In order to offer the functionality described in the overview section, this design specifies two types of actions, namely the Admin actions and tenant actions. The Admin actions are internal to the BMS Manager and required to correctly configure the BMS manager. The Tenant actions are taken by the users/tenants of the BMS service.

Administrative Actions

Following actions are required:

  • Create two private networks under Admin scope. These are not visible to anybody but the Admin of the BMS Manager. One network is used for provisioning the servers during deploy phase and the second one is used for cleaning when the servers are getting decommissioned. These networks are essential to offer security against unwanted snooping by the hackers. From the Contrail networking point of view, these are normal virtual networks - except that they are created, and, are visible only in the admin role.
  • Create the BMS images that are offered to the tenants via a catalogue. A special utility used in the OpenStack Ironic service (diskimage-builder) is utilized to create these images
  • Register these images with Glance Service. These images then become visible to the northbound interfaces
  • Based upon the classes or bare metal servers to be offered/managed, create baremetal flavors and register with Nova service. Multiple Baremetal flavors can be created (e.g. baremetal-huge, baremetal-large, baremetal-small, etc). These flavors are then mapped to the inventory of the available bare metal servers at the time of deployment. These flavors populate the Contrail Fabric portal to be consumed by the users/tenants
  • Create Ironic nodes. A BMS server is represented as an Ironic node. The collection of the nodes constitutes the BMS inventory. In phase one, this is created manually (via script or Ironic Python API, which offers batch creation). Phase two will support auto-discovery of the nodes.
  • Create Ironic ports. These represent a NIC(s) in the bare metal servers. This includes the MAC address and the physical connectivity information. In phase one, this is created manually (via script). Phase two will support auto discovery of this.

Tenant/User Actions

Once the BMS service is instantiated, the tenants/users are offered a catalog of available services. They select the type of server they want to instantiate and the image they want to run. Here are two steps they execute:

  • Create Tenant Network. Create a network if it is not already created.
  • Select the BMS Image and BMS Image they want to instantiate and issue a boot command Note that booting a bare metal server, from the user's point of view, is no different than the way they instantiate virtual server (machine) - except that they specify appropriate flavor type

Flow of Control

As shown in figure 2, above, the BMS manager presents two views to the Control Fabric Manager, namely the Administrative view and tenant view. The Administrative view, as the name suggests, is strictly for the administration/configuration/management of the BMS Manager. The tenant view is made available to the tenants/end users. Even though end users communicate with the Control Fabrics UI, it is critical to separate these view beneath the UI. The exact interaction and steps that get executed in response to user's request to launch a bare metal server are documented in details here.

Data Model

The BMS Manager utilizes the Contrail data model with the following enhancement to port object's binding profile. Port profile is enhanced to include the physical connectivity of the BMS server into binding:profile as follows: { 'local_link_information':[ { 'switch_info': 'Physical-Interface-UUID', 'switch_id': 'aa:bb:cc:dd:ee:ff', 'port_id': 'ge-0/0/1' } ], } The 'Physical-Interface-UUID' field in 'switch_info' field represents the UUID of the physical interface which is mapped to the physical port on the switch represented by port_id field. This physical interface is created by Device Manager as specified in item in Device Manager. The 'switch_id' represents the chassis mac address of the TOR where the BMS server is physically connected. Presently, contrail software does not use this field.

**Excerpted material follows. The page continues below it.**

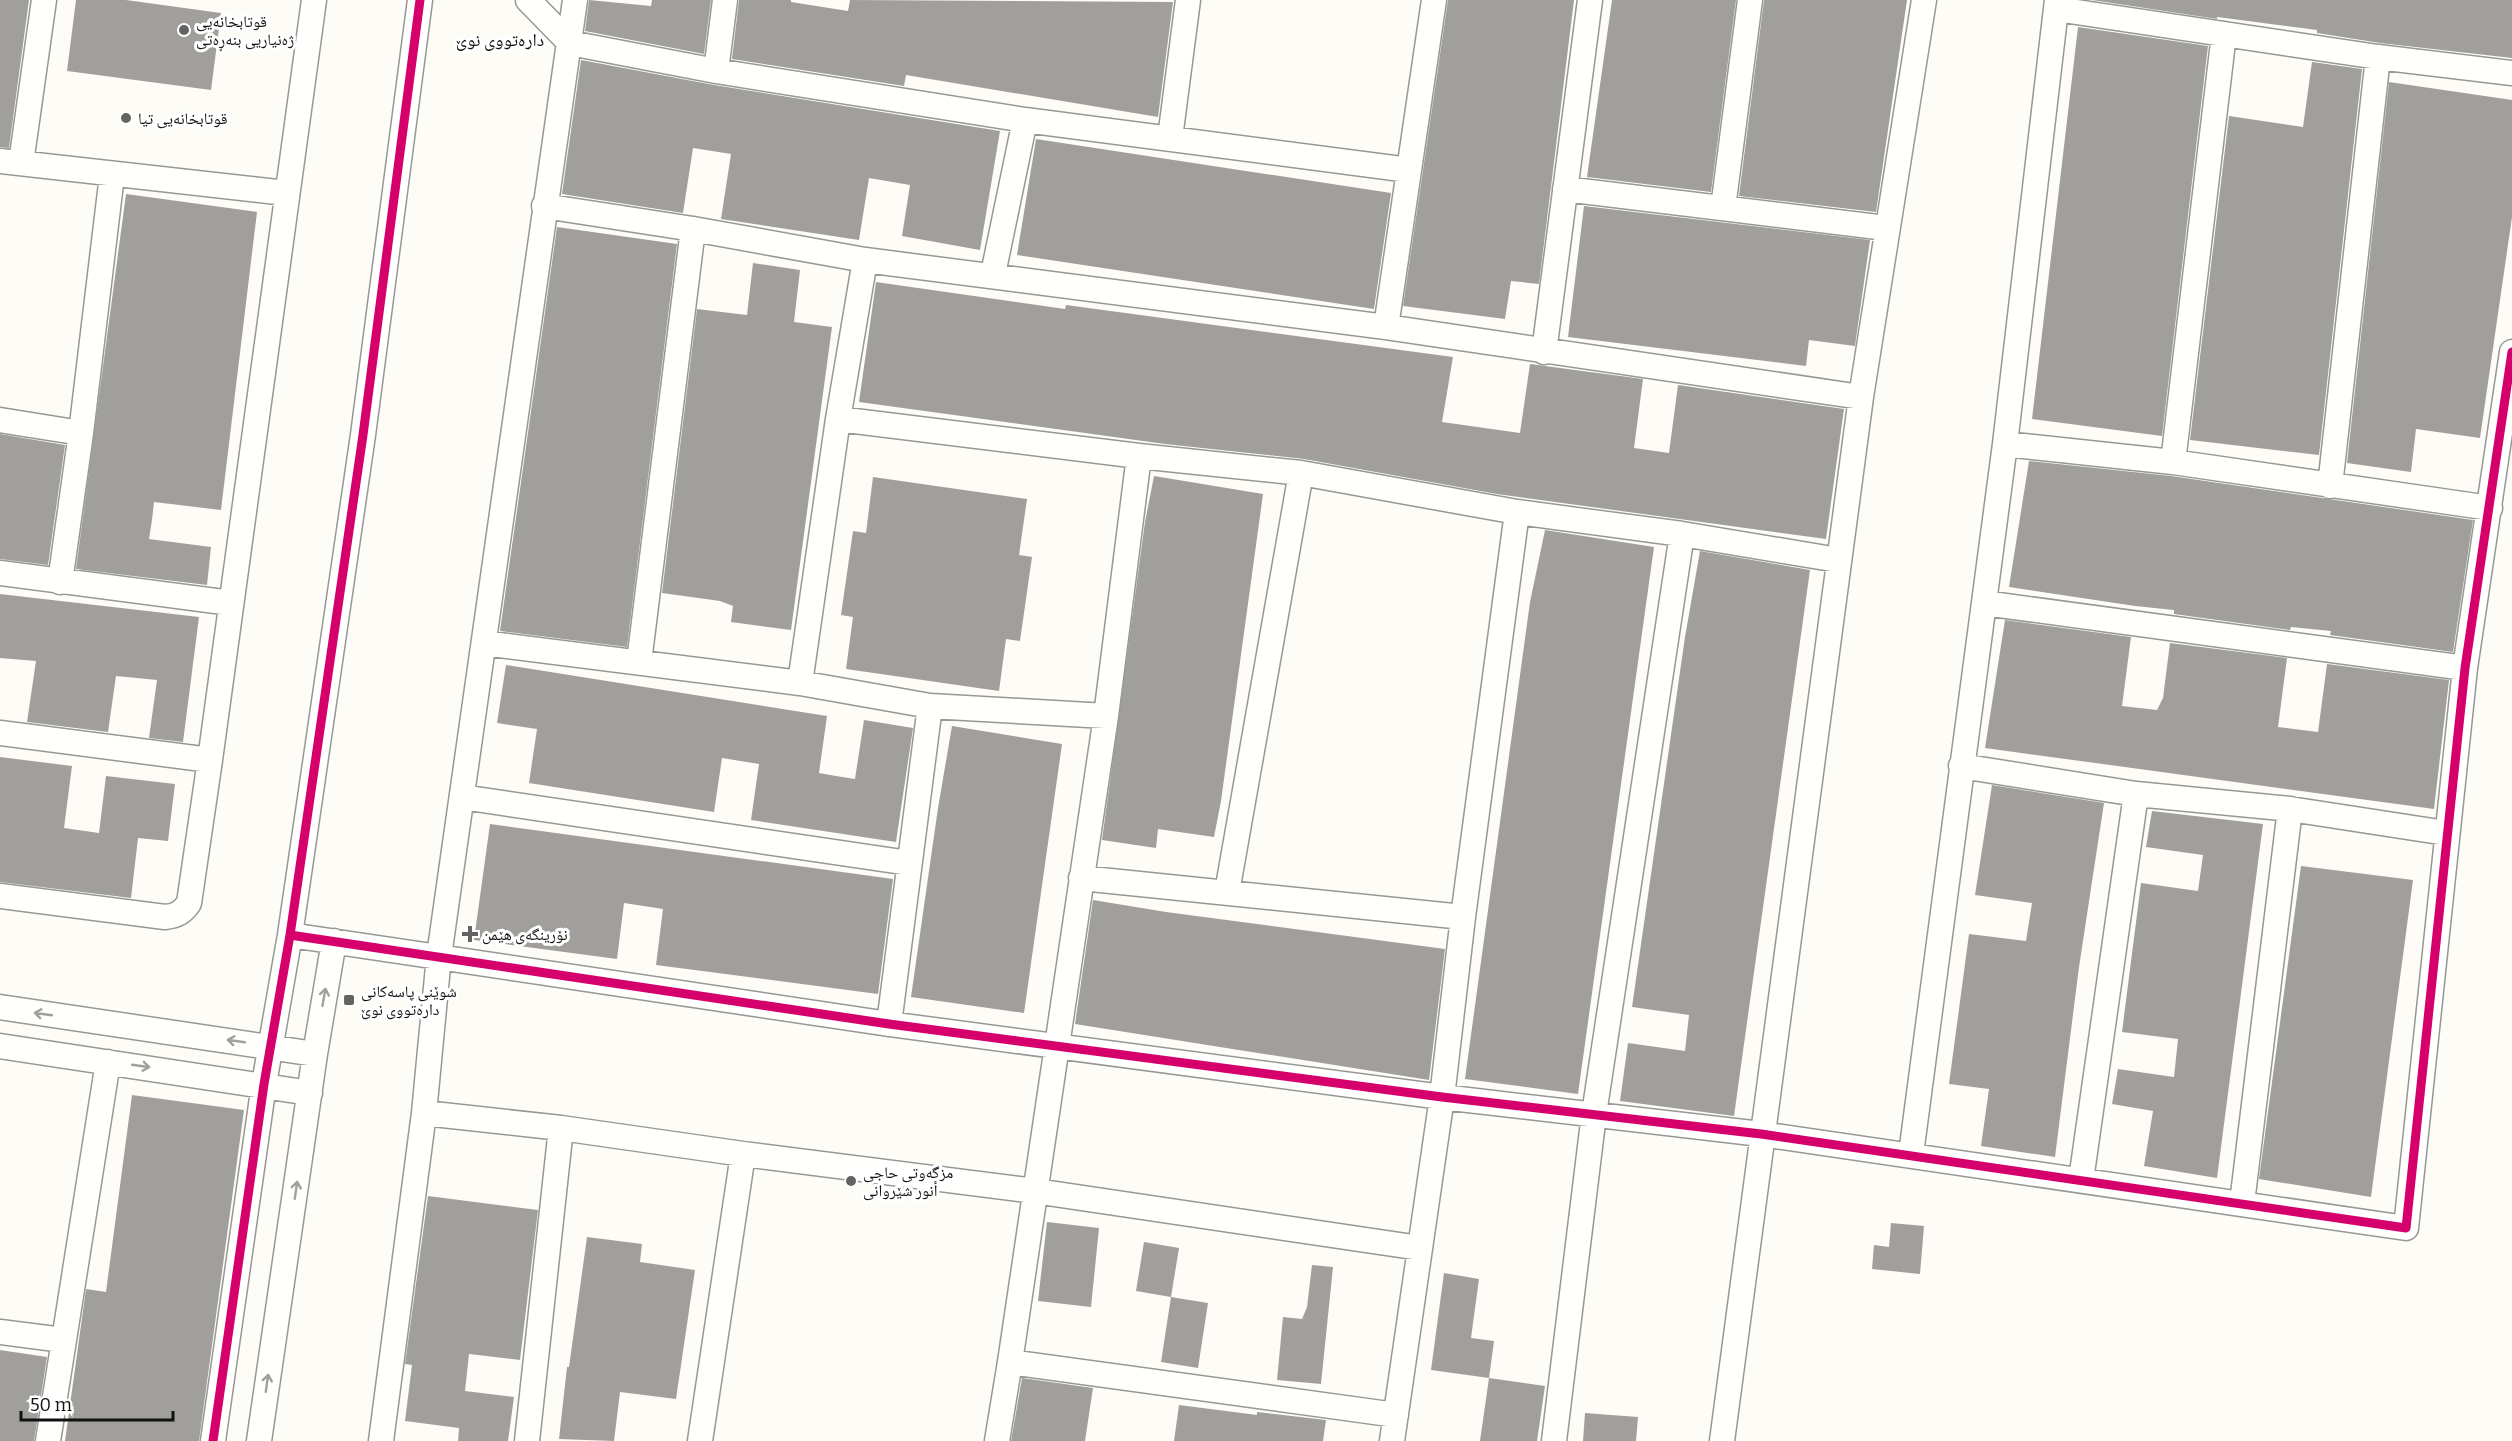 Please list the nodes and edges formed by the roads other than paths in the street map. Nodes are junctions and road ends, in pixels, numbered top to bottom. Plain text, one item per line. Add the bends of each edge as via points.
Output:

![VMI Mappings] (images/bms-design-vmi-mapping.png) The business logic of VNC maps the Virtual Network (VN) of the BMS server to Logical Network. This logical network is then mapped to the physical interface described above and shown in the figure above. For LAG and MLAG configurations, multiple physical interfaces map to the logical interface as specified in LAG/MLAG/Port Groups support

Underlay Networking Considerations

Reachability to tftp boot server
IPMI networking Consideration

Security Groups/ Network Policy Support

Simply map the Security Groups (and/or Network Policy)  rules to ACLs and and apply these ACLs to the physical port on the device where the BMS server physically connects to. See item 4 in Device Manager.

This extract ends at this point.